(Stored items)
--- START ---
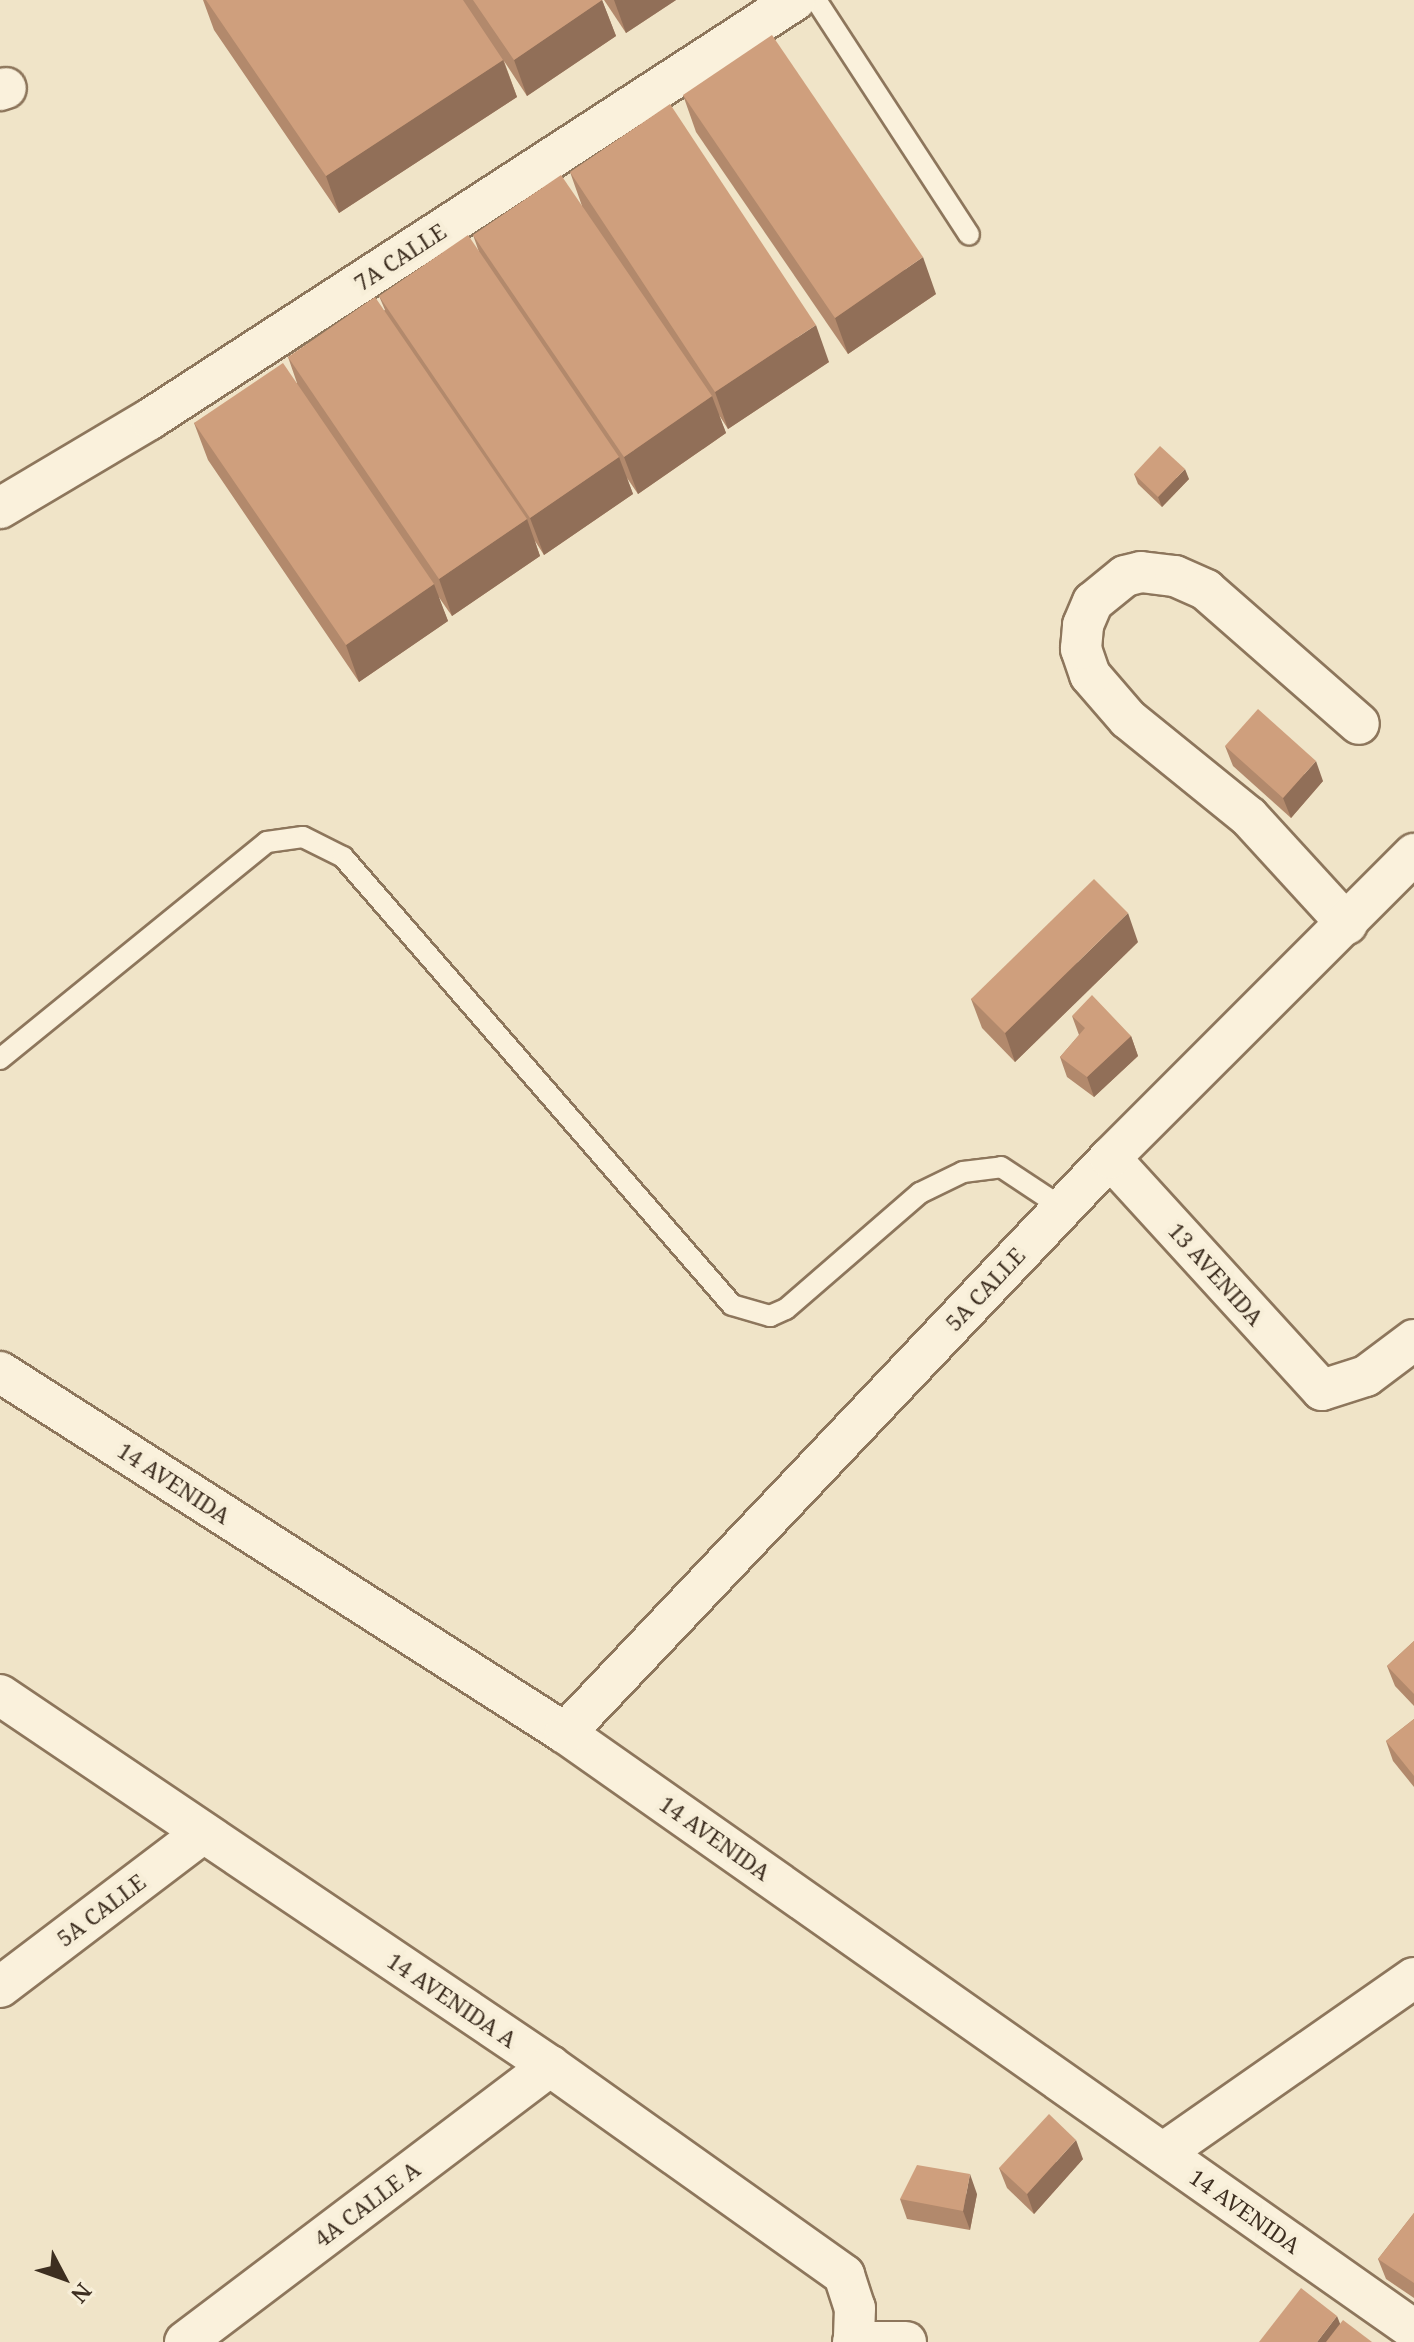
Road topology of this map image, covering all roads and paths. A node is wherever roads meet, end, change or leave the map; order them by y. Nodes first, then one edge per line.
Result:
1 (795, 0) edge
2 (816, 0) edge
3 (969, 235) dead end
4 (0, 508) edge
5 (1359, 724) dead end
6 (1414, 854) edge
7 (1347, 924) junction
8 (0, 1059) edge
9 (1110, 1158) junction
10 (1063, 1208) junction
11 (1414, 1340) edge
12 (0, 1372) edge
13 (0, 1695) edge
14 (565, 1733) junction
15 (203, 1833) junction
16 (1414, 1978) edge
17 (0, 1987) edge
18 (550, 2066) junction
19 (1163, 2153) junction
20 (1414, 2330) edge
21 (853, 2341) edge
22 (185, 2342) edge
23 (906, 2342) edge

1 - 4 street, 7A CALLE
2 - 3 lane
5 - 7 street
6 - 7 street, 5A CALLE
7 - 9 street, 5A CALLE
8 - 10 lane
9 - 10 street, 5A CALLE
9 - 11 street, 13 AVENIDA
10 - 14 street, 5A CALLE
12 - 14 street, 14 AVENIDA
13 - 15 street, 14 AVENIDA A
14 - 19 street, 14 AVENIDA
15 - 17 street, 5A CALLE
15 - 18 street, 14 AVENIDA A
16 - 19 street
18 - 21 street, 14 AVENIDA A
18 - 22 street, 4A CALLE A
19 - 20 street, 14 AVENIDA
21 - 23 street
--- END ---
* [PROBLEM DETAILS] Output the entries above verbatim, with no picture included.

* [ANSWER BOX]
Road topology of this map image, covering all roads and paths. A node is wherever roads meet, end, change or leave the map; order them by y. Nodes first, then one edge per line.
Result:
1 (795, 0) edge
2 (816, 0) edge
3 (969, 235) dead end
4 (0, 508) edge
5 (1359, 724) dead end
6 (1414, 854) edge
7 (1347, 924) junction
8 (0, 1059) edge
9 (1110, 1158) junction
10 (1063, 1208) junction
11 (1414, 1340) edge
12 (0, 1372) edge
13 (0, 1695) edge
14 (565, 1733) junction
15 (203, 1833) junction
16 (1414, 1978) edge
17 (0, 1987) edge
18 (550, 2066) junction
19 (1163, 2153) junction
20 (1414, 2330) edge
21 (853, 2341) edge
22 (185, 2342) edge
23 (906, 2342) edge

1 - 4 street, 7A CALLE
2 - 3 lane
5 - 7 street
6 - 7 street, 5A CALLE
7 - 9 street, 5A CALLE
8 - 10 lane
9 - 10 street, 5A CALLE
9 - 11 street, 13 AVENIDA
10 - 14 street, 5A CALLE
12 - 14 street, 14 AVENIDA
13 - 15 street, 14 AVENIDA A
14 - 19 street, 14 AVENIDA
15 - 17 street, 5A CALLE
15 - 18 street, 14 AVENIDA A
16 - 19 street
18 - 21 street, 14 AVENIDA A
18 - 22 street, 4A CALLE A
19 - 20 street, 14 AVENIDA
21 - 23 street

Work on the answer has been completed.